Cookies Madeleine

Truly French cookies Madeleine At last I have got treasured molds for cookies Madeleine and now I can share with you the recipe of fragrant pechenyushek, which adults and children love. The description will be long, but surely cognitive, so be prepared to read. We will start with history, of course, because many people ask why the cookie in the shape of a scallop is called the female name of Madeleine ?! Everything is very simple. In 1755, one of the famous balls, almost fell through because of the illness of the chef. The servant was connected to cooking and the dessert was saved by a smart servant, she quickly cooked a shell-shaped cookie, according to her grandmother's recipe. The guests were delighted, after which it was decided to call this delicacy the name of the girl - Madeleine. So it or not, we will not know, but the story is in a truly French style, you will agree. By the way, one of the recipes of "Madeleine" is described in the culinary dictionary of Alexandre Dumas. He was a gourmet and a great lover of food, so I could not help mentioning a simple dessert, because at that time Madeleine was served in almost every decent house. With the story finished. Now to practice. As you can judge from the ingredients, Madeleine is like a favorite biscuit. And they are baked from what is always at hand: eggs, sugar, flour. I will make a few "uncomplimentary notes." Instead of sugar, use powdered sugar, it will give a slightly different flavor to the pechenyushkas. As an aroma, you can choose to your taste, from vanilla to any liqueur or rum. On the photo the variant with vanilla, but since I baked them several times already, I added juice of half a lemon with zest, and caramel liqueur and just rum essence. Each time it's delicious. Molds can be not necessarily in the form of shells, but they still have their charm. A little more about the temperature regime. In the oven, choose the mode with the bottom heating element (for me it is the bottom ten + convection), otherwise the cookies will not be browned properly from the side of those shells. By the way, first, no one believes that cookies are homemade, everyone thinks that "shells" are bought in the store, but this is before they taste a piece. That's kind of everything. Well, read it? Impressed? Let's practice.

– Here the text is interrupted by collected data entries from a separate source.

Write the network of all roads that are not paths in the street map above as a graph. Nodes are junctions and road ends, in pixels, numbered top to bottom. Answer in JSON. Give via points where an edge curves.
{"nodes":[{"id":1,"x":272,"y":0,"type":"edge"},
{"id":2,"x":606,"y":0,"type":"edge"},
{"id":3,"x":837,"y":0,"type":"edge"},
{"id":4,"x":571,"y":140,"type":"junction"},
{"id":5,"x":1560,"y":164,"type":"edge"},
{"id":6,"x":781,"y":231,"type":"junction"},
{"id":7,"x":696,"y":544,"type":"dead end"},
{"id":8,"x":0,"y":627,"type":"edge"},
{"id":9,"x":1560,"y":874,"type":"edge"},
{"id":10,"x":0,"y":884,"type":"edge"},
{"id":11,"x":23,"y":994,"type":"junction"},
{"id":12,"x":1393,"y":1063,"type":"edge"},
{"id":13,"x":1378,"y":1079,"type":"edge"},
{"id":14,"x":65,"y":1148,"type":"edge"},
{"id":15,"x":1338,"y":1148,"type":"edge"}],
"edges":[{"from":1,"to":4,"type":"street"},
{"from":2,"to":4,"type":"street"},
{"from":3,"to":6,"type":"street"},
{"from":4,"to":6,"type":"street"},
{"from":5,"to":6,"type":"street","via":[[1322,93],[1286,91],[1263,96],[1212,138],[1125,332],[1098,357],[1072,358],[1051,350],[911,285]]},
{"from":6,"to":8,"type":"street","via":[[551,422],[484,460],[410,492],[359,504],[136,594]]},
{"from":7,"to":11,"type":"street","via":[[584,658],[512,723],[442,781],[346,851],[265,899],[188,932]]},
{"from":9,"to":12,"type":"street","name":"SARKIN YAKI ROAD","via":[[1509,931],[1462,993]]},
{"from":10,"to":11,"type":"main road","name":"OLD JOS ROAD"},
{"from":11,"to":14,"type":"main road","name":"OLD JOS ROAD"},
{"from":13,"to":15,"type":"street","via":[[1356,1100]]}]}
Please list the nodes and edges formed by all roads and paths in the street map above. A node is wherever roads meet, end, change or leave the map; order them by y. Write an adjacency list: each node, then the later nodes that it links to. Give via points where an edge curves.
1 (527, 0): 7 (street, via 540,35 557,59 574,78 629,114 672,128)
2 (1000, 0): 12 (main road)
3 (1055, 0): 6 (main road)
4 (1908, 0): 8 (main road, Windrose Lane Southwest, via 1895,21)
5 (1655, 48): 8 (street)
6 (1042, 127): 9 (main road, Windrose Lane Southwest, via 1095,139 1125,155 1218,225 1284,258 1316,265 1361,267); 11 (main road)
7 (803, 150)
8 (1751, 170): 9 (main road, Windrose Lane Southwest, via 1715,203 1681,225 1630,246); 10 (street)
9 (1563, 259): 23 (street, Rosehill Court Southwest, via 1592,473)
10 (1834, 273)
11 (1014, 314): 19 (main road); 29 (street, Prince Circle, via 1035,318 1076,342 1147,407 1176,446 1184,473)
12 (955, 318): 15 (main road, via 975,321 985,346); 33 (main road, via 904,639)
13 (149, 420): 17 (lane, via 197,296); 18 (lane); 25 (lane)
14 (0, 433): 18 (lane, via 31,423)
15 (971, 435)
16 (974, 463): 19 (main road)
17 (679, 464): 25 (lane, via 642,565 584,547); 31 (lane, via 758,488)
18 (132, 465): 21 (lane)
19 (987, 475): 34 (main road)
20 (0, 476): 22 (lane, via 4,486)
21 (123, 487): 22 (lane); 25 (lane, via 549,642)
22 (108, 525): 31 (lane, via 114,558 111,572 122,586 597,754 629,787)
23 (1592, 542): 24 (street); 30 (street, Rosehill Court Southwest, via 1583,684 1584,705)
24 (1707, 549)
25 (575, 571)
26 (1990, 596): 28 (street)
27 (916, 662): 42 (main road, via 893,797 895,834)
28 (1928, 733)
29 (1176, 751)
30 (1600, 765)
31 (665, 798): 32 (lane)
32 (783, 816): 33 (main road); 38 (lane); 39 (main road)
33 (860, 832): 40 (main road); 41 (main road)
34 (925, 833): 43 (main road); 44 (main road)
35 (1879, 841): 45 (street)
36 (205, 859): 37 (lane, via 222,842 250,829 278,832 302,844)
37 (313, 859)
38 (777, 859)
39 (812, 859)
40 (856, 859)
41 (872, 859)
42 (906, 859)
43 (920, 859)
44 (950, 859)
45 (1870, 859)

Truly French cookies Madeleine At last I have got treasured molds for cookies Madeleine and now I can share with you the recipe of fragrant pechenyushek, which adults and children love. The description will be long, but surely cognitive, so be prepared to read. We will start with history, of course, because many people ask why the cookie in the shape of a scallop is called the female name of Madeleine ?! Everything is very simple. In 1755, one of the famous balls, almost fell through because of the illness of the chef. The servant was connected to cooking and the dessert was saved by a smart servant, she quickly cooked a shell-shaped cookie, according to her grandmother's recipe. The guests were delighted, after which it was decided to call this delicacy the name of the girl - Madeleine. So it or not, we will not know, but the story is in a truly French style, you will agree. By the way, one of the recipes of "Madeleine" is described in the culinary dictionary of Alexandre Dumas. He was a gourmet and a great lover of food, so I could not help mentioning a simple dessert, because at that time Madeleine was served in almost every decent house. With the story finished. Now to practice. As you can judge from the ingredients, Madeleine is like a favorite biscuit. And they are baked from what is always at hand: eggs, sugar, flour. I will make a few "uncomplimentary notes." Instead of sugar, use powdered sugar, it will give a slightly different flavor to the pechenyushkas. As an aroma, you can choose to your taste, from vanilla to any liqueur or rum. On the photo the variant with vanilla, but since I baked them several times already, I added juice of half a lemon with zest, and caramel liqueur and just rum essence. Each time it's delicious. Molds can be not necessarily in the form of shells, but they still have their charm. A little more about the temperature regime. In the oven, choose the mode with the bottom heating element (for me it is the bottom ten + convection), otherwise the cookies will not be browned properly from the side of those shells. By the way, first, no one believes that cookies are homemade, everyone thinks that "shells" are bought in the store, but this is before they taste a piece. That's kind of everything. Well, read it? Impressed? Let's practice.